Tidak hanya Yayasan KEHATI, banyak komunitas dan organisasi yang juga menggelar kampanye serupa untuk mengenalkan pangan lokal kepada masyarakat. Salah satu upaya yang dilakukan adalah melalui berbagai media, mulai dari kelas memasak tradisional yang mengajarkan cara mengolah pangan lokal, hingga pemanfaatan media sosial yang lebih kreatif dan modern. Para pelaku kampanye ini sadar bahwa untuk menarik perhatian generasi muda, mereka perlu menggunakan pendekatan yang lebih kekinian dan relevan dengan tren saat ini.

Beberapa grup atau komunitas pangan lokal bahkan mulai berkolaborasi dengan pengusaha muda dan desainer untuk memasarkan pangan lokal dalam kemasan yang lebih menarik dan modern.
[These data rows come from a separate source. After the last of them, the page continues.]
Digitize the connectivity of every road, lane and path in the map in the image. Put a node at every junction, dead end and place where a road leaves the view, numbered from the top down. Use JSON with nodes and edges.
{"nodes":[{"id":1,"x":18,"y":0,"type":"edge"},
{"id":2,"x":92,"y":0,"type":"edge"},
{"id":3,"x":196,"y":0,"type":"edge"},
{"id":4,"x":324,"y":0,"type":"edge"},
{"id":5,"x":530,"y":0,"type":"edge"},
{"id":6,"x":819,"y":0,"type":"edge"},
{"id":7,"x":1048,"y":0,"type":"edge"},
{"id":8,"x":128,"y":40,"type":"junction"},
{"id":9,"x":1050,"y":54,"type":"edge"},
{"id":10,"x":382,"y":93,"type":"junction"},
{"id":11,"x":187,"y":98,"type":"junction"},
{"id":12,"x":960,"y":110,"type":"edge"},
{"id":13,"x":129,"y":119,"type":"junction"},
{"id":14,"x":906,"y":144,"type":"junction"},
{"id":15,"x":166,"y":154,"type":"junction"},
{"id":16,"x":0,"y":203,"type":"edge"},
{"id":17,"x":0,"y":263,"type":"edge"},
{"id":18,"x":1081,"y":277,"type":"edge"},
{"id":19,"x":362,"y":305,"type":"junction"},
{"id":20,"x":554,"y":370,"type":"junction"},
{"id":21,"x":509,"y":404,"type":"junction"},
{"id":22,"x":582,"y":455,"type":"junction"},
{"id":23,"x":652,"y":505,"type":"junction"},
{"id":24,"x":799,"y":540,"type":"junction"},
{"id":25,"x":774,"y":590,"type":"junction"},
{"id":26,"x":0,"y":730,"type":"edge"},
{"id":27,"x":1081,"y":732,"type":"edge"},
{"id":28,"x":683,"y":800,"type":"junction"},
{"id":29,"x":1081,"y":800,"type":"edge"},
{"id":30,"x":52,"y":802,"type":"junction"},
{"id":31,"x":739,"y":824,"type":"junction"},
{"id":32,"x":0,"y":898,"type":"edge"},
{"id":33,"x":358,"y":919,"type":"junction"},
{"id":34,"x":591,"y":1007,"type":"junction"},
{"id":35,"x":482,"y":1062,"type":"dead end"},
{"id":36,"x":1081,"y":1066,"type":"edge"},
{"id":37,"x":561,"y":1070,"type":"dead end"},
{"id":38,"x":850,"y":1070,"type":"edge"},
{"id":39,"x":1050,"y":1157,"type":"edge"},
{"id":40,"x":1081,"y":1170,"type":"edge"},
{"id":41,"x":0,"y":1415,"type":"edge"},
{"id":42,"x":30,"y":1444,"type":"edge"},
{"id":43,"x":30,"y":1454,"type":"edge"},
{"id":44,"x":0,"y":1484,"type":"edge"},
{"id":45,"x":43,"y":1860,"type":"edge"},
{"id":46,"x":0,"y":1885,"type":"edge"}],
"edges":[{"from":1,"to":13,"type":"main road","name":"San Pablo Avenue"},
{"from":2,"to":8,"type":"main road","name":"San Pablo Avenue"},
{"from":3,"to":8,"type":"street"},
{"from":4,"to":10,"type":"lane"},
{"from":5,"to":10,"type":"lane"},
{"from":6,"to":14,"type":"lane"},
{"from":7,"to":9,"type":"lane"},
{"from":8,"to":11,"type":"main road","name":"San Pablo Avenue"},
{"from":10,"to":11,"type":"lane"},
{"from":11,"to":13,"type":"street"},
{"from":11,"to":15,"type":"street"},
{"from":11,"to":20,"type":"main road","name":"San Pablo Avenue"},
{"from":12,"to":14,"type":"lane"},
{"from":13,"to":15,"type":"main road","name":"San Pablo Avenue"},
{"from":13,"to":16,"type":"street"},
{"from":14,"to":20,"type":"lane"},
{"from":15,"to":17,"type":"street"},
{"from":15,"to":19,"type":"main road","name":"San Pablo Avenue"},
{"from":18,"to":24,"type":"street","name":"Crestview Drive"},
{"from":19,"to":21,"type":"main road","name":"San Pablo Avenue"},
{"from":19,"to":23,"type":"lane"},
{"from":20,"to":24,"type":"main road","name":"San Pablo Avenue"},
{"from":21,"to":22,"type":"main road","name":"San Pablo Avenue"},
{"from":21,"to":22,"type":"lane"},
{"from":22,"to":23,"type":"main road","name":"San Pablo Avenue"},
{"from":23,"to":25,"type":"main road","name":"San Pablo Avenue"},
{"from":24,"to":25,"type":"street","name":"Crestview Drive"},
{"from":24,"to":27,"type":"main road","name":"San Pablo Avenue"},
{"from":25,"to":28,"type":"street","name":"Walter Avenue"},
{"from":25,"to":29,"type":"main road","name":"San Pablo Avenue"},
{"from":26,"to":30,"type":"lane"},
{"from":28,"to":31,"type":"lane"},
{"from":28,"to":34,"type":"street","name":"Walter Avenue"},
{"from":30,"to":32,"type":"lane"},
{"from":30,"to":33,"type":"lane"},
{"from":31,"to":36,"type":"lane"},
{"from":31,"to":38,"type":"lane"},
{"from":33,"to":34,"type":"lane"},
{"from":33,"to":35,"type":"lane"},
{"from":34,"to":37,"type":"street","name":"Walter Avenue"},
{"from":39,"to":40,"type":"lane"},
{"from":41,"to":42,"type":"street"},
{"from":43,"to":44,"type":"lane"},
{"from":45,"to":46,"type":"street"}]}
Hal ini bertujuan agar produk pangan lokal tidak hanya diminati oleh masyarakat lokal, tetapi juga dapat menembus pasar yang lebih luas, baik nasional maupun internasional. Kini, produk pangan lokal seperti chips talas, pasta singkong, atau tepung mocaf sudah mulai mendapatkan perhatian dari pasar, bahkan diekspor ke berbagai negara. Inisiatif-inisiatif seperti ini membuktikan bahwa pangan lokal memiliki potensi besar untuk berkembang dan bersaing di pasar global.
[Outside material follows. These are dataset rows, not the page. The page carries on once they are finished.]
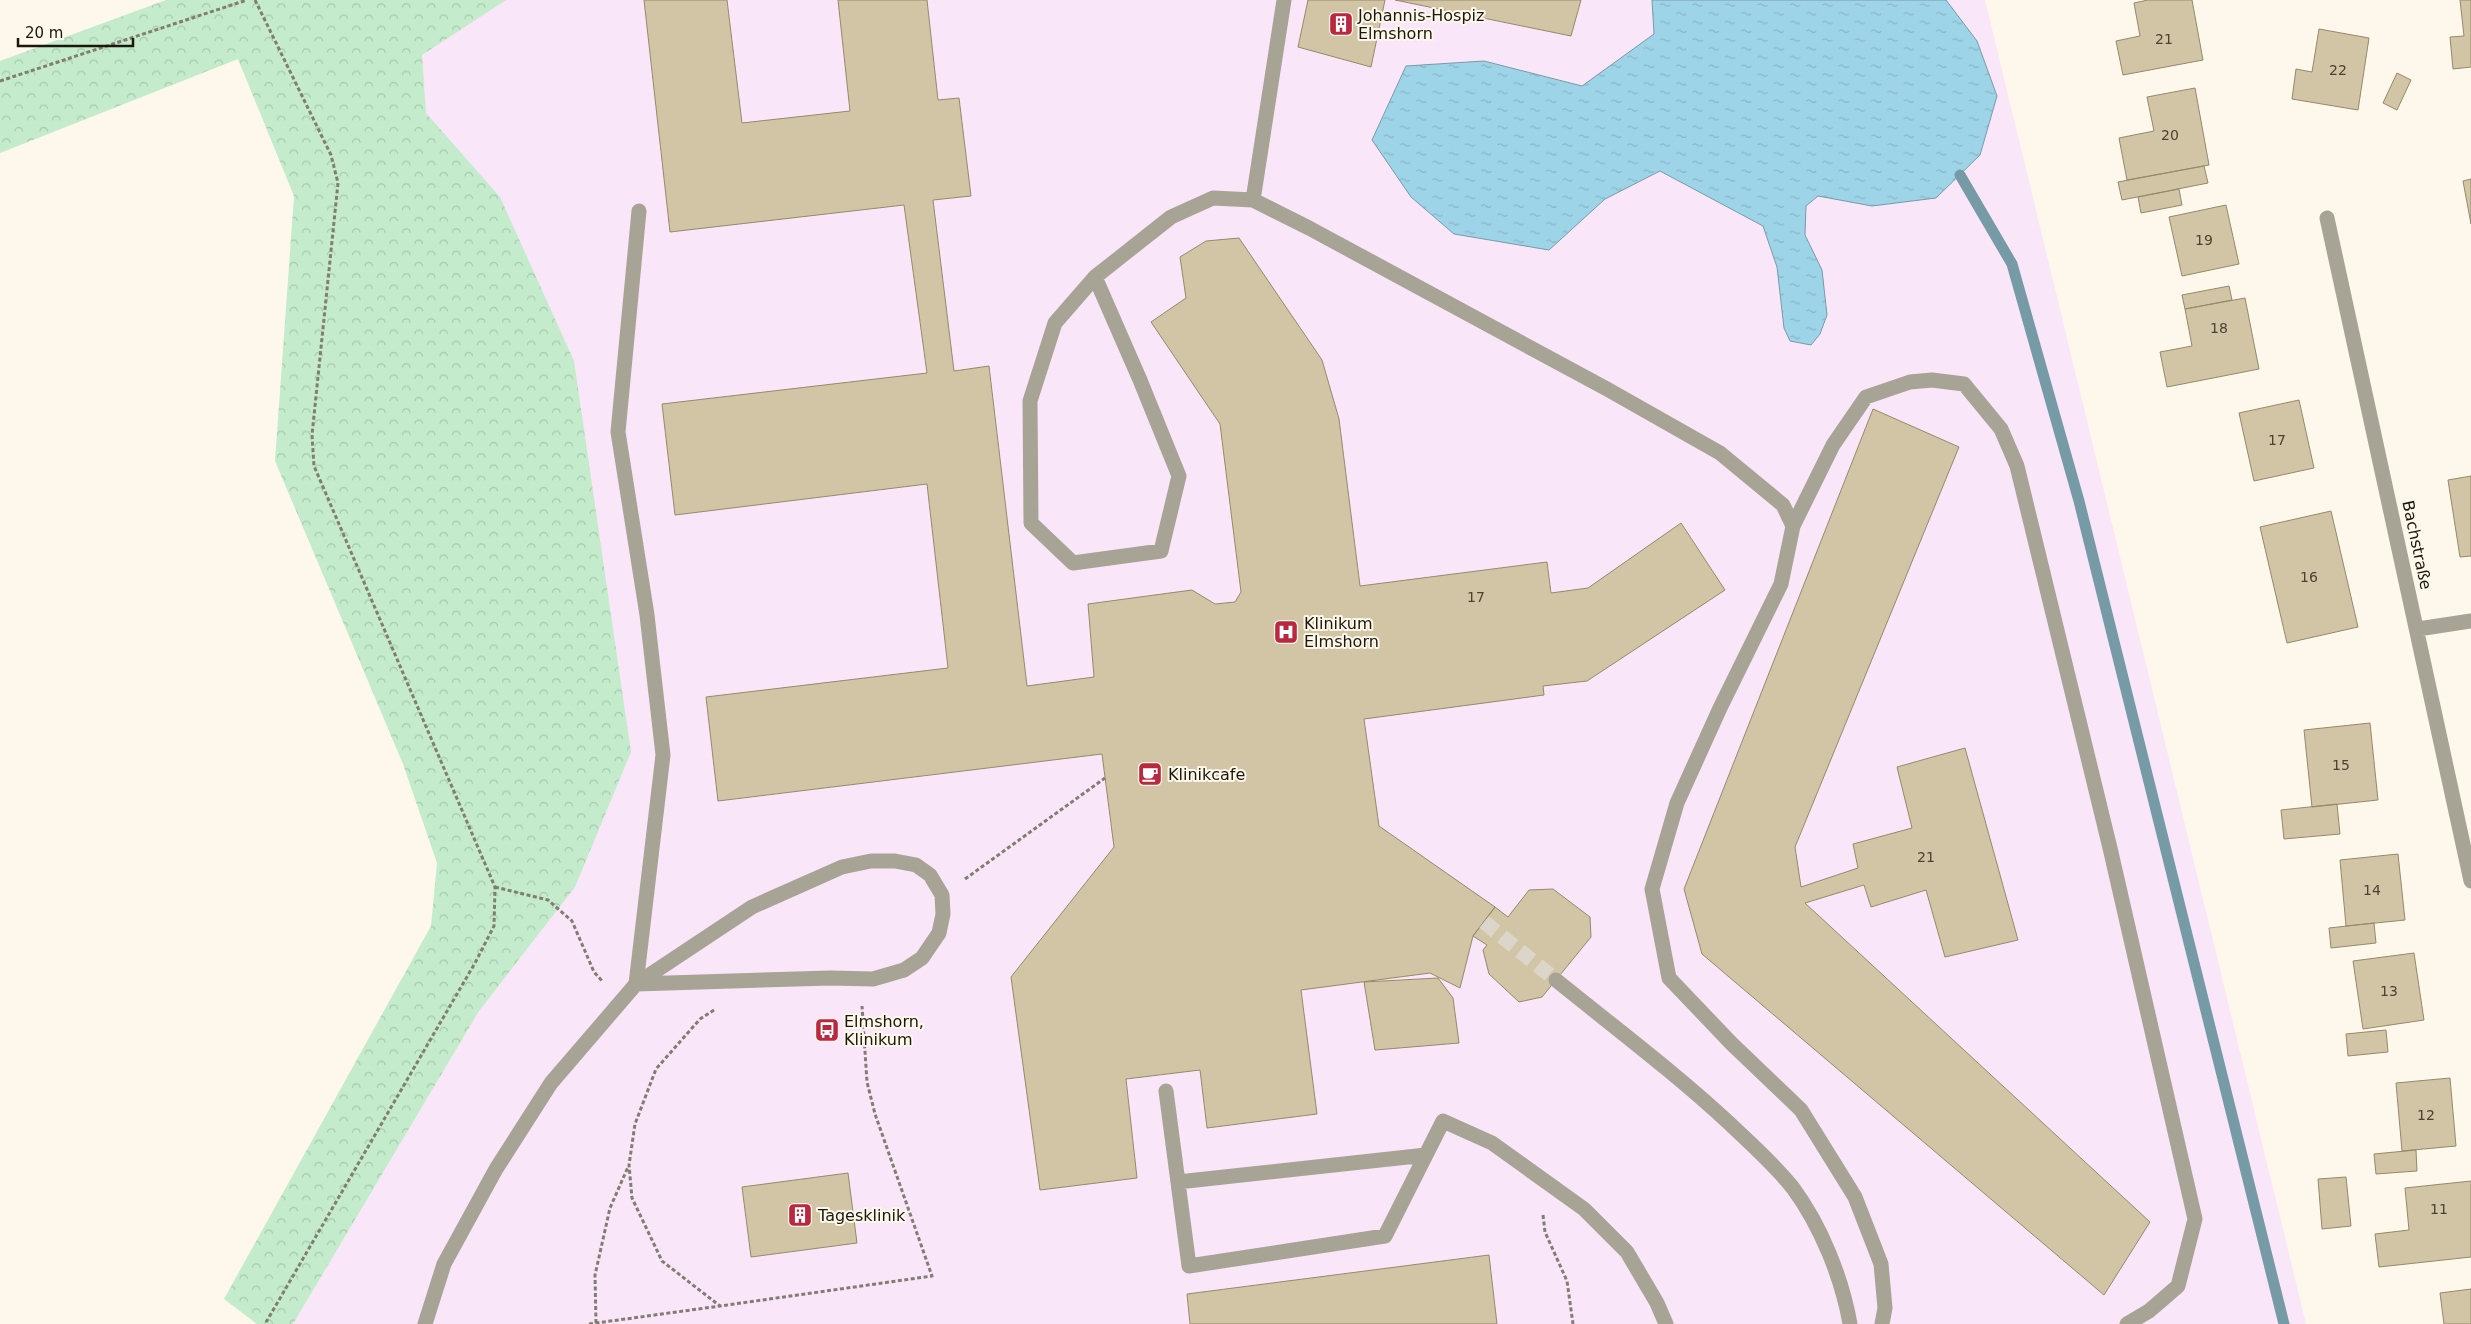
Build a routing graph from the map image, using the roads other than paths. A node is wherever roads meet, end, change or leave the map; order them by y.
1 (1284, 0) edge
2 (1253, 200) junction
3 (639, 211) dead end
4 (2327, 218) dead end
5 (1095, 278) junction
6 (1793, 526) junction
7 (2471, 621) edge
8 (2418, 630) junction
9 (2471, 881) edge
10 (1556, 980) tunnel mouth
11 (636, 984) junction
12 (1166, 1091) dead end
13 (1426, 1155) junction
14 (1178, 1182) junction
15 (425, 1324) edge
16 (1666, 1324) edge
17 (1850, 1324) edge
18 (1882, 1324) edge
19 (2127, 1324) edge

1 - 2 street
2 - 5 street
2 - 6 street
3 - 11 street
4 - 8 street, Bachstraße
5 - 5 street
6 - 18 street
6 - 19 street
7 - 8 street
8 - 9 street, Bachstraße
10 - 17 street
11 - 11 street
11 - 15 street
12 - 14 street
13 - 14 street
13 - 14 street
13 - 16 street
Sementara itu, di Bali, jewawut yang hampir punah kini kembali dihidangkan di meja makan. Luh Made, seorang ibu rumah tangga di Gianyar, mengajarkan anak-anaknya untuk mencintai makanan tradisional. “Rasanya enak, kaya serat, dan lebih mengenyangkan,” katanya sambil tersenyum. Kini, olahan jewawut yang dijualnya di pasar lokal mendapat sambutan hangat. Ia bahkan mulai menerima pesanan dari restoran-restoran besar yang ingin menampilkan menu khas Bali. Bukan hanya di tingkat komunitas, pelestarian pangan lokal juga memanfaatkan media sosial. Generasi muda mulai membagikan resep tradisional dengan tampilan modern. Dari Instagram hingga TikTok, konten kreatif seperti video memasak atau vlog pertanian menjadi salah satu cara efektif untuk menarik perhatian. Salah satu tren populer adalah “tantangan memasak lokal”, di mana pengguna media sosial berlomba-lomba menciptakan hidangan dari bahan-bahan tradisional dengan sentuhan kontemporer.
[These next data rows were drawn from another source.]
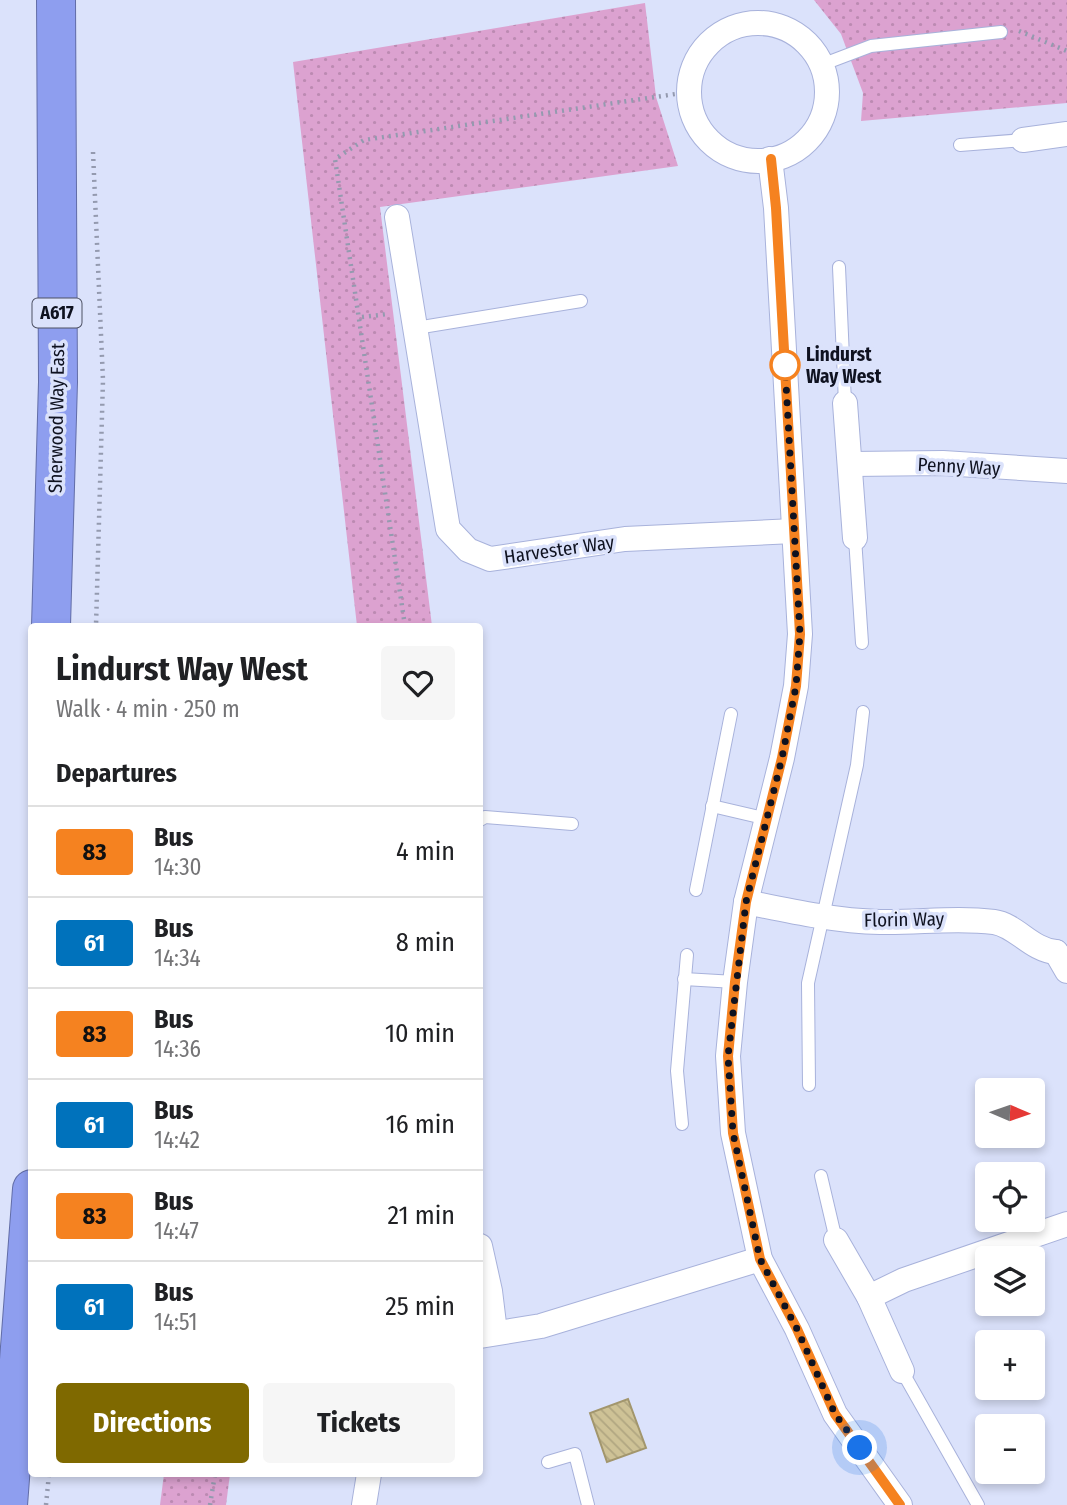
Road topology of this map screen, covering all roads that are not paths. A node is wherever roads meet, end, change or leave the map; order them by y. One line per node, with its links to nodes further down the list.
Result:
1 (56, 0): 17 (highway, Sherwood Way East / A617)
2 (1001, 32): 3 (lane)
3 (821, 65): 7 (street); 7 (street)
4 (1067, 134): 5 (street)
5 (1023, 140): 6 (lane)
6 (960, 145)
7 (771, 159): 15 (street)
8 (397, 216): 11 (street, Harvester Way)
9 (839, 267): 12 (lane)
10 (580, 301): 11 (lane)
11 (416, 328): 15 (street, Harvester Way)
12 (845, 403): 13 (street)
13 (851, 464): 14 (street, Penny Way); 16 (street)
14 (1067, 471)
15 (794, 531): 23 (street)
16 (855, 538): 18 (lane)
17 (51, 623)
18 (862, 643)
19 (863, 712): 27 (lane)
20 (730, 714): 21 (lane)
21 (712, 806): 23 (lane); 25 (lane)
22 (483, 818): 24 (lane)
23 (768, 819): 26 (street)
24 (572, 824)
25 (696, 890)
26 (746, 902): 27 (street, Florin Way); 31 (street)
27 (823, 917): 28 (street, Florin Way); 32 (lane)
28 (1063, 952)
29 (687, 955): 30 (lane)
30 (684, 979): 31 (lane); 33 (lane)
31 (735, 982): 38 (street)
32 (809, 1085)
33 (682, 1124)
34 (821, 1177): 36 (lane)
35 (1067, 1224): 40 (street)
36 (836, 1240): 40 (street)
37 (28, 1242): 45 (highway)
38 (760, 1259): 41 (street); 48 (street)
39 (483, 1284): 41 (street)
40 (869, 1297): 42 (street)
41 (487, 1334)
42 (902, 1371): 49 (lane)
43 (548, 1462): 47 (lane)
44 (369, 1477): 46 (street)
45 (8, 1505)
46 (364, 1505)
47 (588, 1505)
48 (900, 1505)
49 (978, 1505)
Peran pemerintah juga krusial. Program Diversifikasi Pangan Nasional adalah langkah awal, meskipun implementasinya masih perlu ditingkatkan. “Edukasi harus dimulai dari sekolah dasar,” kata Bu Ningsih. “Jika tidak, kita akan kehilangan generasi yang menghargai keanekaragaman hayati.” Beberapa pemerintah daerah telah mengambil langkah konkret. Di Nusa Tenggara Timur, misalnya, pemerintah mulai memasukkan pangan lokal dalam program bantuan sosial. Langkah ini diharapkan mendorong masyarakat untuk lebih mengandalkan tanaman lokal yang tahan terhadap cuaca ekstrem. Di Sulawesi Selatan, kebijakan serupa juga diterapkan dengan mendorong penggunaan sagu sebagai bahan utama makanan dalam kegiatan resmi pemerintah.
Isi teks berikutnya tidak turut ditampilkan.